Maryon v. City of Atlanta

Decision Date18 April 1919
Docket Number1059.
Citation99 S.E. 116,149 Ga. 35
PartiesMARYON v. CITY OF ATLANTA.
CourtGeorgia Supreme Court

Syllabus by the Court.

It is not a prerequisite to suite against a municipal corporation in this state, for injury to person or property, that the written notice required under Civ. Code 1910, § 910, should specify any amount of money claimed as damages.

Additional Syllabus by Editorial Staff.

The words "extent of such injury," as used in Civ. Code 1910, § 910, requiring written notice of a claim for damages for injury to state the time, place, and extent of such injury, do not mean the amount of damages claimed in dollars and cents, but the nature, character, and particulars of the injury.

[Ed Note.--For other definitions, see Words and Phrases, First and Second Series, Extent.]

Certified Questions from Court of Appeals.

Action by H. S. Maryon against the City of Atlanta. Question of sufficiency of written notice of time, place, and extent of plaintiff's injury and of the negligence of defendant certified from Court of Appeals. Question answered in the negative.

Hines & Jordan, of Atlanta, for plaintiff in error.

Jas.
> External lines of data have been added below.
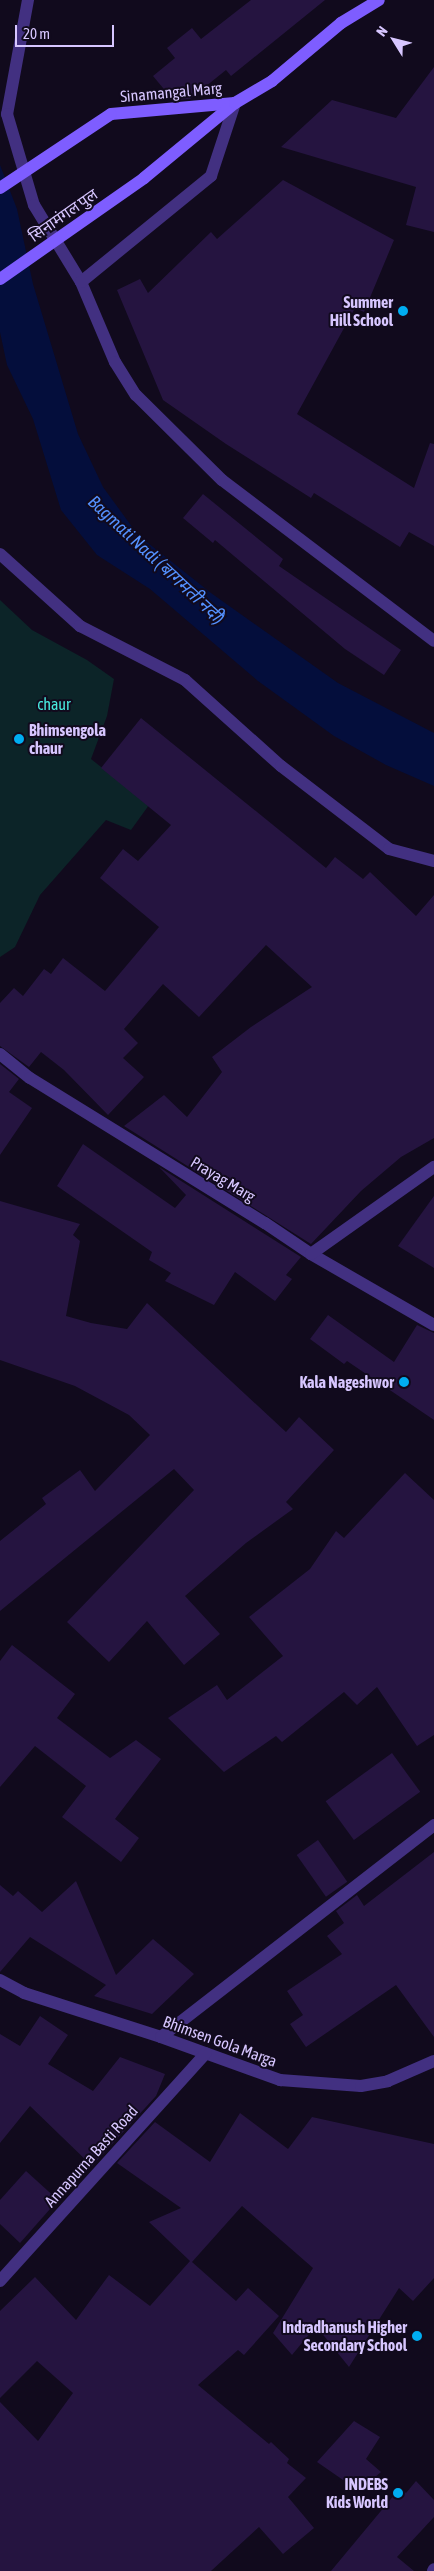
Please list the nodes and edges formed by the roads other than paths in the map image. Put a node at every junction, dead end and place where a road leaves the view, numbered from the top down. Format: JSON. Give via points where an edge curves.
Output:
{"nodes":[{"id":1,"x":28,"y":0,"type":"edge"},
{"id":2,"x":379,"y":0,"type":"edge"},
{"id":3,"x":235,"y":103,"type":"junction"},
{"id":4,"x":144,"y":178,"type":"joint"},
{"id":5,"x":0,"y":188,"type":"edge"},
{"id":6,"x":0,"y":279,"type":"edge"},
{"id":7,"x":81,"y":282,"type":"junction"},
{"id":8,"x":0,"y":554,"type":"edge"},
{"id":9,"x":434,"y":641,"type":"edge"},
{"id":10,"x":434,"y":861,"type":"edge"},
{"id":11,"x":0,"y":1054,"type":"edge"},
{"id":12,"x":434,"y":1167,"type":"edge"},
{"id":13,"x":311,"y":1254,"type":"junction"},
{"id":14,"x":434,"y":1325,"type":"edge"},
{"id":15,"x":434,"y":1824,"type":"edge"},
{"id":16,"x":0,"y":1980,"type":"edge"},
{"id":17,"x":161,"y":2036,"type":"junction"},
{"id":18,"x":206,"y":2052,"type":"junction"},
{"id":19,"x":434,"y":2061,"type":"edge"},
{"id":20,"x":0,"y":2282,"type":"edge"}],
"edges":[{"from":1,"to":7,"type":"street","via":[[7,114],[34,205]]},
{"from":2,"to":3,"type":"main road","name":"Sinamangal Marg","via":[[340,23],[272,81]]},
{"from":3,"to":4,"type":"main road","name":"Sinamangal Marg"},
{"from":3,"to":5,"type":"main road","name":"Sinamangal Marg","bridge":true,"via":[[111,114]]},
{"from":3,"to":7,"type":"street","via":[[211,176]]},
{"from":4,"to":6,"type":"main road","name":"सिनामंगल पुल","bridge":true},
{"from":7,"to":9,"type":"street","via":[[115,362],[136,395],[172,434],[222,480]]},
{"from":8,"to":10,"type":"street","via":[[80,626],[185,680],[281,766],[389,849]]},
{"from":11,"to":13,"type":"street","name":"Prayag Marg","via":[[30,1078]]},
{"from":12,"to":13,"type":"street"},
{"from":13,"to":14,"type":"street","name":"Prayag Marg"},
{"from":15,"to":17,"type":"street"},
{"from":16,"to":17,"type":"street","name":"Bhimsen Gola Marga","via":[[24,1993]]},
{"from":17,"to":18,"type":"street","name":"Bhimsen Gola Marga"},
{"from":18,"to":19,"type":"street","name":"Bhimsen Gola Marga","via":[[280,2080],[309,2084],[362,2086],[388,2081]]},
{"from":18,"to":20,"type":"street","name":"Annapurna Basti Road"}]}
L Mayson and S.D. Hewlett, both of Atlanta, for defendant in error.

FISH C.J.

The Court of Appeals desires instruction from the Supreme Court upon the following questions involved in this case:

"In order to comply with section 910 of the Civil Code of 1910, requiring that a claim in writing be presented to the governing authority of a municipality before suit to enforce a demand for 'money damages' on account of injuries to person or property, is it essential that any particular amount of money as damages shall be named or specified therein?"

As this question must, in our opinion, be answered in the negative such answer will necessarily cover the other questions propounded, thus making it unnecessary to specifically set them forth, as well as the answers thereto.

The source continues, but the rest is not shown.